United States Constitution and Madison

The United States Constitution is without a doubt the most monumental document of our country’s history. From the time it was released there have been different thoughts on how the Constitution was meant to be interpreted. The Republicans thought of the Constitution as a code of strict guidelines there were to be followed by all citizens over which it stood. The Federalists on the other hand thought that the Constitution was more of a basis on which to act and that its rules could be broadened. During the time when Jefferson and Madison resided as president the views on the Constitution changed do to issues at the time.

Both presidents found that there original stand points on the Constitution were beginning to change and they found themselves on middle ground. With respect to the federal Constitution, the Jeffersonian Republicans are usually characterized as strict followers of the Constitution and opposed the broad constructionist of Federalist presidents.

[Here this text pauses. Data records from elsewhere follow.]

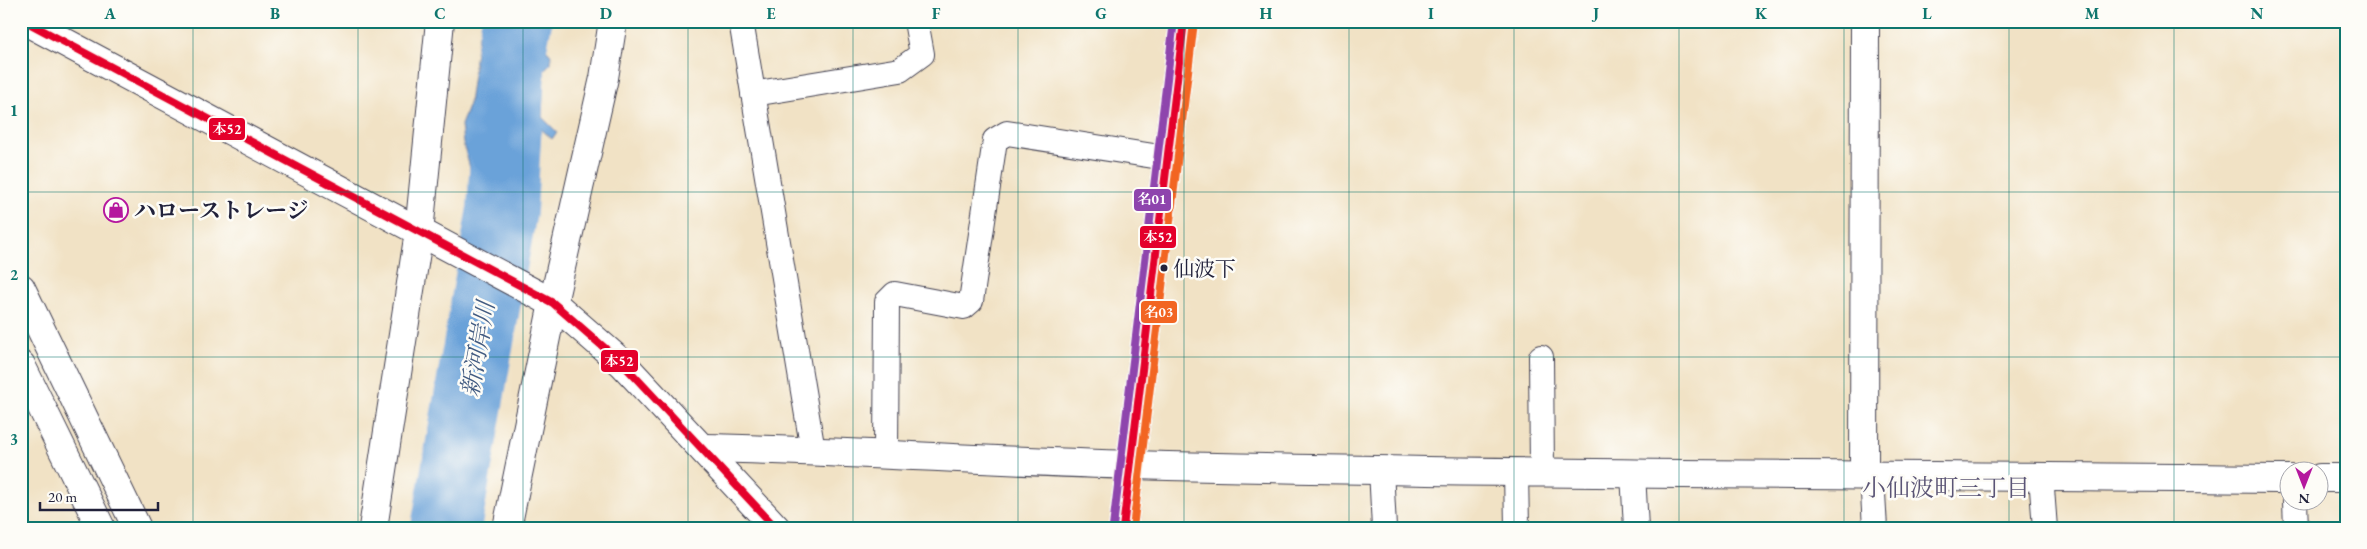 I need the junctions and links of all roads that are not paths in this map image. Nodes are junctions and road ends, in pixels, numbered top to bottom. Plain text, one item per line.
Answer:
1 (25, 21) edge
2 (440, 21) edge
3 (613, 21) edge
4 (741, 21) edge
5 (916, 21) edge
6 (1184, 21) edge
7 (1865, 21) edge
8 (753, 94) junction
9 (1166, 158) junction
10 (426, 236) junction
11 (21, 288) edge
12 (545, 300) junction
13 (1541, 357) dead end
14 (21, 365) edge
15 (703, 448) junction
16 (813, 451) junction
17 (886, 454) junction
18 (1129, 465) junction
19 (1380, 469) junction
20 (1529, 471) junction
21 (1633, 473) junction
22 (1868, 476) junction
23 (2041, 476) junction
24 (2330, 478) edge
25 (2346, 478) edge
26 (2280, 479) edge
27 (2295, 512) edge
28 (102, 528) edge
29 (137, 528) edge
30 (373, 528) edge
31 (507, 528) edge
32 (776, 528) edge
33 (1123, 528) edge
34 (1384, 528) edge
35 (1517, 528) edge
36 (1636, 528) edge
37 (1875, 528) edge
38 (2045, 528) edge
39 (2296, 528) edge

1 - 10 main road
2 - 10 main road
3 - 12 main road
4 - 8 lane
5 - 8 lane
6 - 9 main road
7 - 22 main road
8 - 16 lane
9 - 17 lane
9 - 18 main road
10 - 12 main road
10 - 30 main road
11 - 29 main road
12 - 15 main road
12 - 31 main road
13 - 20 lane
14 - 28 main road
15 - 16 main road
15 - 32 main road
16 - 17 main road
17 - 18 main road
18 - 19 main road
18 - 33 main road
19 - 20 main road
19 - 34 lane
20 - 21 main road
20 - 35 lane
21 - 22 main road
21 - 36 lane
22 - 23 main road
22 - 37 lane
23 - 26 main road
23 - 38 lane
24 - 25 main road
27 - 39 lane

In the time frame of 1801-1817, Thomas Jefferson and James Madison, the Republican presidents of the time demonstrated the differences of the Republican Party in several aspects involving the interpretation of the Constitution.

Thomas Jefferson dreamed of a nation of independent farmers living under a central government that exercised a minimum of control over their lives and served merely to protect the individual liberties granted by the Constitution. Jefferson, in his dialog with Presbyterian minister Samuel Miller, demonstrated that the government will only be ruled by the Constitution, and not even God would have a say. (Document B) However this didn’t come to pass as Jefferson watched over a nation that was growing more industrial and urban.

Madison also categorized himself as a close follower of the Constitution. When a bill for constructing waterways and roads was proposed, Madison went against it stating that, “Such a power is not expressly in the Constitution. ” (Document H) However Madison soon found himself starting a draft. Daniel Webster expressed that this was against his Republican beliefs for where in the Constitution does it state that government as the power to take children from their families and force them to fight in a war.

(Document D) The assertion of being strict on the Constitution was undermined and soon what was black and white began turning grey. When the Hartford Convention was formed, a group of anti war New England Federalists, many had become opposed to Madison’s doctrine. However the convention was resolved and commended Constitutional amendments. It is clear the Madison had become a loose constructionalist and that his decisions were based on realistic decisions and what would be better for the public at the time they were made.

Another critique of Madison was given by Randolph who attacked Madison’s failure to stay true to his republican principles and taking federalist ideas. This suggested a split in the republican party. (Document F) Jeffersonian Republicans were strict constructionists in aspects of Jefferson dismantling the Navy and placing limitations on the military, Jefferson also upheld to Washington's two term policy of presidency, Madison's vetoing of the of the Internal Improvement Bill in 1817 shows he thought internal improvements by the federal government was against the Constitution.

The buying of the Louisiana Purchase by Jefferson shows a loose constructionist view because he bought it without the Senate's approval. Hamilton's tax which is a loose view. The embargo shows Jefferson's loose view, too. In one of the documents Jefferson states that he feels the government needs to be flexible and change with the times. In all, both parties showed loose and strict views in regards to the Constitution. Neither could stay true to there original beliefs as they were replaced by public interest.